Tet Foods
Each household purchases a pair of watermelons. The redder the colour inside, the better luck the household will have in the following year. Traditionally, no food can be cooked over Tet so dried foods and cold food that can keep without refrigeration must be prepared for the huge feasts that occur. For instance, banh chung is made from ordinary foods—sticky rice, yellow mung beans and fatty pork—but its preparation is time-consuming. The rice is first soaked for 24 hours and then the mixture is made, wrapped in banana leaf and steamed for another 24-48 hours (see Chapter 9, Eating Vietnamese Food).
When to Give Presents
Presents are usually taken around to friends’ houses a couple of days prior to Tet. This way, people know what you are giving them and do not have to spend money buying the same items. An alternative is to give the present at the last moment, just prior to Tet, so that it is too late for the other party to reciprocate, and he will not lose face for not giving you a gift in return. Most Vietnamese friends understand that you merely want to help them enjoy their New Year, which is not your New Year, so they need not reciprocate with a present for you. But it can be a good idea to say so directly if you have the opportunity, particularly if you feel your friend may have stretched his finances at this time.
In the month or two prior to Tet, new clothes will be purchased, gifts bought, the kitchen stocked and the whole house cleaned and up¬graded if possible. This is the time when many household items receive a new coat of paint. It is a time to settle all the problems of the past year so that luck and good fortune will be with you in the New Year. People try to forget past sins and start the New Year with no enemies. Debts will be paid off so that they can start on a clean slate. Some flock in from the country to visit relatives. Prices rise and pickpockets and thieves are very active, so this is a good time to avoid shopping in crowded places.
The Vietnamese believe that every kitchen is inhabited by a kitchen god, or tao quan. The gods watch over their respective households throughout the year and, on the 23rd day of the 12th lunar month, go to heaven to report to the Jade Emperor on the merits and failings of the families that they live with. People aid the gods’ journey by making incense and food offerings prior to their departure. A live carp is used as it is believed to be able to transport the kitchen gods to heaven. The gods are not deemed to be infallible, however, and offerings of whisky are given to them so that they will end up in heaven drunk and only remember the good things about the family. On this day, your office staff may go out for lunch together or arrange a dinner to celebrate. Tat Nien is held on the last afternoon before the New Year commences.
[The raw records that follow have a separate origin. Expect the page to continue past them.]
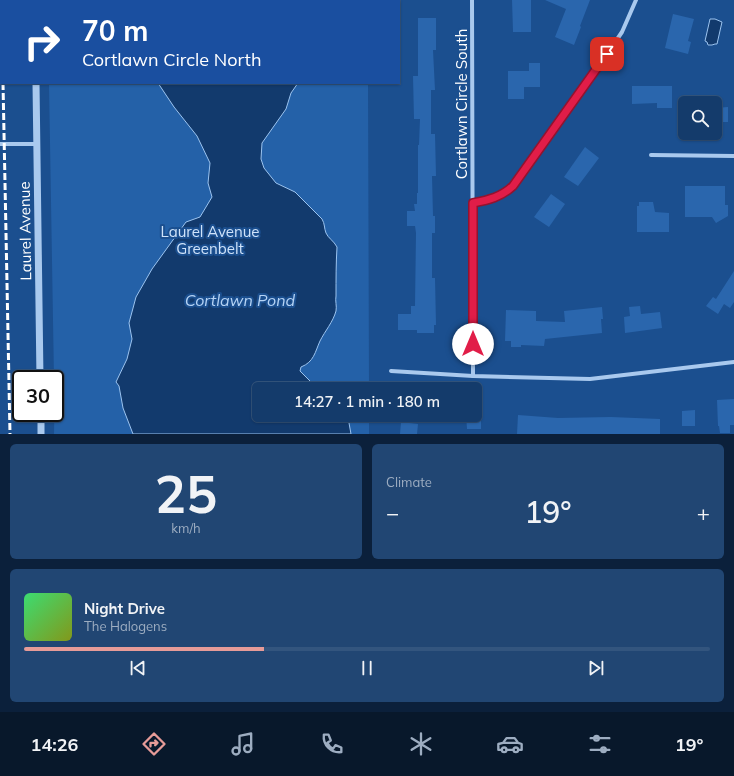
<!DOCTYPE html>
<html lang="en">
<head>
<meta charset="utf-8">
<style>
  :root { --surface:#143b6b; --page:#214673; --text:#f1f3f6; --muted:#9dadc1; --line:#33557e; --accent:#e69b98 }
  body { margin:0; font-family:Mulish,sans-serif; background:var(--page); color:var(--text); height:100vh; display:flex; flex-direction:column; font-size:15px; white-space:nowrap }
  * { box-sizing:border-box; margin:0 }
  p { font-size:13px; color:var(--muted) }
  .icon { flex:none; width:22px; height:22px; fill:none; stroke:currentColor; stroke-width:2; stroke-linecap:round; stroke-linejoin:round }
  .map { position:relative; height:434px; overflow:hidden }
  .details { display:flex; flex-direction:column; gap:10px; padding:10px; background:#0b203b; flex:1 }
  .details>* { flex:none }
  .guide { position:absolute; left:0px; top:0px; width:400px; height:84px; box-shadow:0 1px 3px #0004,0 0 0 1px var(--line); background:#1a4fa0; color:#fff; overflow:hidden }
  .buttons { position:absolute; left:678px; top:96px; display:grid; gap:8px }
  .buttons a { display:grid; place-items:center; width:44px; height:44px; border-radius:6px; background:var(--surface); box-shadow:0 1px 3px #0004,0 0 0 1px var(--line); font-size:20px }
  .speed { position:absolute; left:12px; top:370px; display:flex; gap:8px; font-size:20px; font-weight:700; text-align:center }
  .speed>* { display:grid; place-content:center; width:52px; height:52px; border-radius:50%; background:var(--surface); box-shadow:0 1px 3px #0004,0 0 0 1px var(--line); line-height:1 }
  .speed .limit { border:2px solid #111; border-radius:6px; background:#fff; color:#111 }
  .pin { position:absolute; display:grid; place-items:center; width:34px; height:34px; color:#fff; margin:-17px; border-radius:8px; box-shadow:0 2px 6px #0006 }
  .me { position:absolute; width:44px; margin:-22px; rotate:0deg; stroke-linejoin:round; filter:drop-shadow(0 0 3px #0008) }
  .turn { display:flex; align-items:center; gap:14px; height:84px; padding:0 16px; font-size:18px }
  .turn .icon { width:52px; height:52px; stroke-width:2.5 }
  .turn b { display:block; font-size:28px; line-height:34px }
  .big { font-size:30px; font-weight:600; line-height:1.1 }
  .details .card { flex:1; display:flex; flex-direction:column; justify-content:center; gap:6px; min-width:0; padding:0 14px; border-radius:6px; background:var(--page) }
  .details .dial { align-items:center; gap:0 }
  .dial b { font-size:52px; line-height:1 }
  .song { display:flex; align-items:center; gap:12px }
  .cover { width:48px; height:48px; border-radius:6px; background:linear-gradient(135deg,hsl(140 70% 55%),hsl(70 70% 35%)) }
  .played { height:4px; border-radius:2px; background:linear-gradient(90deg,var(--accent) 35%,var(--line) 35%) }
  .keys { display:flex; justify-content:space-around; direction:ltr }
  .heat { display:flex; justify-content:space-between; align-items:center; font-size:22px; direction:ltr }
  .details .tiles { flex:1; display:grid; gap:10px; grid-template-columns:1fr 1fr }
  .card:last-child { grid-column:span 2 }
  .trip { position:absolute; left:252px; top:382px; width:230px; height:40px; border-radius:6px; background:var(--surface); box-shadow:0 1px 3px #0004,0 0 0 1px var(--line); font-weight:600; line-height:40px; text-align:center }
  .tab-bar { display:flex; height:64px; justify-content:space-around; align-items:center; background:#08182b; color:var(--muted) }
  .tab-bar .icon { width:28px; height:28px }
  .tab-bar .on { color:var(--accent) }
  .tab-bar b { font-size:18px; color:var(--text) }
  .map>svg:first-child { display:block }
  .green { fill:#2461a8 }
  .water { fill:#123a6d; stroke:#9cc4f0 }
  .building { fill:#2a66ad }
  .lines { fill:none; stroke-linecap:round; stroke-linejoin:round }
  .minor { stroke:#a9c9ee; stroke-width:4 }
  .tertiary { stroke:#a9c9ee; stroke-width:7 }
  .rail { stroke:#fff; stroke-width:3; stroke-dasharray:7 3; stroke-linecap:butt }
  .route-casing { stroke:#92132f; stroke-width:10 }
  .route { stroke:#e11d48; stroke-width:7 }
  .labels { text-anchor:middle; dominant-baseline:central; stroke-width:4; stroke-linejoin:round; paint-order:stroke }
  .street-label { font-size:15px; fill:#fff; stroke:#1b4f8f }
  .park-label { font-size:15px; fill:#cfe3fa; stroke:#1b4f8f }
  .water-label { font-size:16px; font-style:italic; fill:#b5d3f5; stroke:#1b4f8f }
</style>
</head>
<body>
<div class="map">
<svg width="734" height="434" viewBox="0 0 734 434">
  <rect width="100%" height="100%" fill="#1b4f8f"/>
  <g class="green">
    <rect x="47" y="0" width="321" height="1"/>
    <path d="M49,83H368L369,389H259V415H369V434H54L55,379H54Z"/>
  </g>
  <g class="water">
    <path d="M136,0H285L286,1H136Z"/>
    <path d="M710,19H715L722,22L717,44H715L712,45H708L707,42L705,41Z"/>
    <path d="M158,83H298L291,93L286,109L262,143L261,159L264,168L276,183L295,192L322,219C325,224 324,228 326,233C328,238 334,241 337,247C336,263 336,279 336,296C335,301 337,306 336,311C333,322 325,331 320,341C315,352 314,362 301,367L300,371L310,381L315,389H259V415H345L349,423L351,434H133L123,408L119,386L116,382L127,359L132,339L129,323L136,297L152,269L186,222L200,217L212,197L208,183L210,163L197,136L174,107Z"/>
  </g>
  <g class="building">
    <path d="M512,0H531V32H513Z"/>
    <path d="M545,0H590L580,26L581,27L574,45L555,37L566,9Z"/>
    <path d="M673,14L694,19L688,41L691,42L688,54L665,48Z"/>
    <path d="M418,18H436V50H433L435,90H431V134H435L436,176H432L433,216H435V233H432V278H435L436,325H434V333H417V330H398V314H411V306H415L416,233L415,226H407V211H415L414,204H417V193H418V145H419L420,119H414L413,76H418Z"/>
    <path d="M529,63H540V87H524V99H508V71H529Z"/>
    <path d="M632,86H672V108H657V103L632,104Z"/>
    <path d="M728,107V122H715V108Z"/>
    <path d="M585,147L599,158L578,186L564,177Z"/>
    <path d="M685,186H725V205H728V216L716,223L712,217H685Z"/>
    <path d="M551,194L565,204L549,227L534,217Z"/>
    <path d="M639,202H653L655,212L669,213V232H637V206H639Z"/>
    <path d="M734,271V302L730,308L724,304L718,314L706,306L713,297L716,299Z"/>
    <path d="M640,306L641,314L660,312L662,328L625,333L624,317L630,316L629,307Z"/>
    <path d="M602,307L603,319H601L602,333L545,339L544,346L521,345V347H511V341H505L506,310L536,311V321L565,322L564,311Z"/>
    <path d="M734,399V425H730V433H720L719,426H718L717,400Z"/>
    <path d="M695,410V426H682V411Z"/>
    <path d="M466,415H481V429H467Z"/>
    <path d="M518,415L558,418L611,417L660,419V434H517Z"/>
    <path d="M401,422L418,424L417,434H400Z"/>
  </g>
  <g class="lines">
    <g class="minor">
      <path d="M472,0L473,376"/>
      <path d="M0,144H37"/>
      <path d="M651,155L734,156"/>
      <path d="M473,203C489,200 501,197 513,186L607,54L622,32L636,0"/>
      <path d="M391,371L473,376L590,379L734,362"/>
    </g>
    <g class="tertiary">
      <path d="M34,0V1"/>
      <path d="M36,83L40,379"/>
      <path d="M41,413V434"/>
    </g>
    <g class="rail">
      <path d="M0,59L1,65"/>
      <path d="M3,83L10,434"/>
    </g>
  </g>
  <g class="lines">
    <g class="route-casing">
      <path id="route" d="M473,344V203C489,200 501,197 513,186L607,54"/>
    </g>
    <use href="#route" class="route"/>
  </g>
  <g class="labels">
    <g class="street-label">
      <text transform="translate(461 104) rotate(-90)">Cortlawn Circle South</text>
      <text transform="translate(25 231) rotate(-91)">Laurel Avenue</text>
    </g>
    <g class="park-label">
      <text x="210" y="231">Laurel Avenue<tspan x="210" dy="17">Greenbelt</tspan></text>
    </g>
    <g class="water-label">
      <text x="240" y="300">Cortlawn Pond</text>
    </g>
  </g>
</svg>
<div class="buttons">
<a><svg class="icon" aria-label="search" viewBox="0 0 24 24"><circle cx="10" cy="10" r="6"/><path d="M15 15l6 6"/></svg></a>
</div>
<div class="speed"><div class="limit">30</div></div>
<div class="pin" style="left:607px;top:54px;background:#d93025"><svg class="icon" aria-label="arrive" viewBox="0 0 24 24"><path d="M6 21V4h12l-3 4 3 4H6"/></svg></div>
<svg class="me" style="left:473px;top:344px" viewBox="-20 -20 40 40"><circle r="19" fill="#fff"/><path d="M0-13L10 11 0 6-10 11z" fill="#e11d48"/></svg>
<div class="trip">14:27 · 1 min · 180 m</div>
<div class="guide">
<div class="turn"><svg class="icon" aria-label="right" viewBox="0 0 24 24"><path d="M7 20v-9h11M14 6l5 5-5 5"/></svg><div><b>70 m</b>Cortlawn Circle North</div></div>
</div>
</div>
<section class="details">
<div class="tiles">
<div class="card dial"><b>25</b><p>km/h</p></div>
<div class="card"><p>Climate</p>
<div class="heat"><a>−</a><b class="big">19°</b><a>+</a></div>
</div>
<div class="card">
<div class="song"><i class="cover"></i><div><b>Night Drive</b><p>The Halogens</p></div></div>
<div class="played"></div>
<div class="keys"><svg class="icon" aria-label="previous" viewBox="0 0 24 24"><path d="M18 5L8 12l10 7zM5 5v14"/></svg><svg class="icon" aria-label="pause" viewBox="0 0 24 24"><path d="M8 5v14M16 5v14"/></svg><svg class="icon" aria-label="next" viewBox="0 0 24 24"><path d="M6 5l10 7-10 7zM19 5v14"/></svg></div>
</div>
</div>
</section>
<nav class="tab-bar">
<b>14:26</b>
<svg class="icon on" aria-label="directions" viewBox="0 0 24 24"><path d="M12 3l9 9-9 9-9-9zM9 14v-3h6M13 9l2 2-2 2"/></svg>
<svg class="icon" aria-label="music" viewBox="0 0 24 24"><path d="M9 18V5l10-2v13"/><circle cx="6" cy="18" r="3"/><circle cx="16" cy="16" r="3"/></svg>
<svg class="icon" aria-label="phone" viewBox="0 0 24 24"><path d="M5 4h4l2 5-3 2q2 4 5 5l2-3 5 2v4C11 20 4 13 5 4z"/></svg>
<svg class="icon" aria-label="climate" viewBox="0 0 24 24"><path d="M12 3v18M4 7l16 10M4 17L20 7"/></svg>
<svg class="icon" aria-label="car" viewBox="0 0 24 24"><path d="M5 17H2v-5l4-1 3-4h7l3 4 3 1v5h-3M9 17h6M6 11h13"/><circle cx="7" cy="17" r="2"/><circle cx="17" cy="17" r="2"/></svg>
<svg class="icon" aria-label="filters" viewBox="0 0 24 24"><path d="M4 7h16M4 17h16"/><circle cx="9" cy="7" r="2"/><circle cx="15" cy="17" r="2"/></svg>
<b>19°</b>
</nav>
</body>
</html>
A sacrifice is held for the ancestors to welcome their souls back to earth for three days to join in the Tet celebrations.
At midnight, Giao Thua starts and everyone must be at home by the ancestral shrine or at a pagoda. At this time, the kitchen gods of the past year are thanked for the care they have provided and the new kitchen gods who will arrive for the coming year are welcomed. While few people still believe in the kitchen gods, the traditions surrounding them are firmly entrenched in their folklore and cel¬ebrated.
During the absence of the kitchen gods and before the arrival of the new ones, the occupants of each house lack the usual protection from evil spirits, so noise is used to scare the bad genies away. Hence, Tet is known as a time of endless noise. Lights are left on inside the house for the same reason. Do not expect to get much sleep over this period. As the clock rolls past midnight and into the beginning of the New Year, the firecrackers start and the deafening noise does not stop! Many of the firecrackers are large and it is easy to see why the 1968 Tet Offensive, when the Viet Cong pushed into what was then Saigon, was so successful. The fireworks of Tet sound just like guns and grenades so the extra sounds were not noticed. Be careful, though, and watch over yourself and your belongings. Hundreds of people are injured every year from burns and dozens lose their lives because of these firecrackers. Some of the fireworks have been known to make small craters in roads, others are carelessly thrown and small ones tossed to make you jump as you walk by. It is a good time to keep yourself and your pets indoors. Because of the economic costs and disruption that the firecrackers cause, the government has decided to ban the private purchase of fireworks for future Tets. Fireworks are made in Vietnam and also smuggled in from China, so how successful the ban is remains to be seen.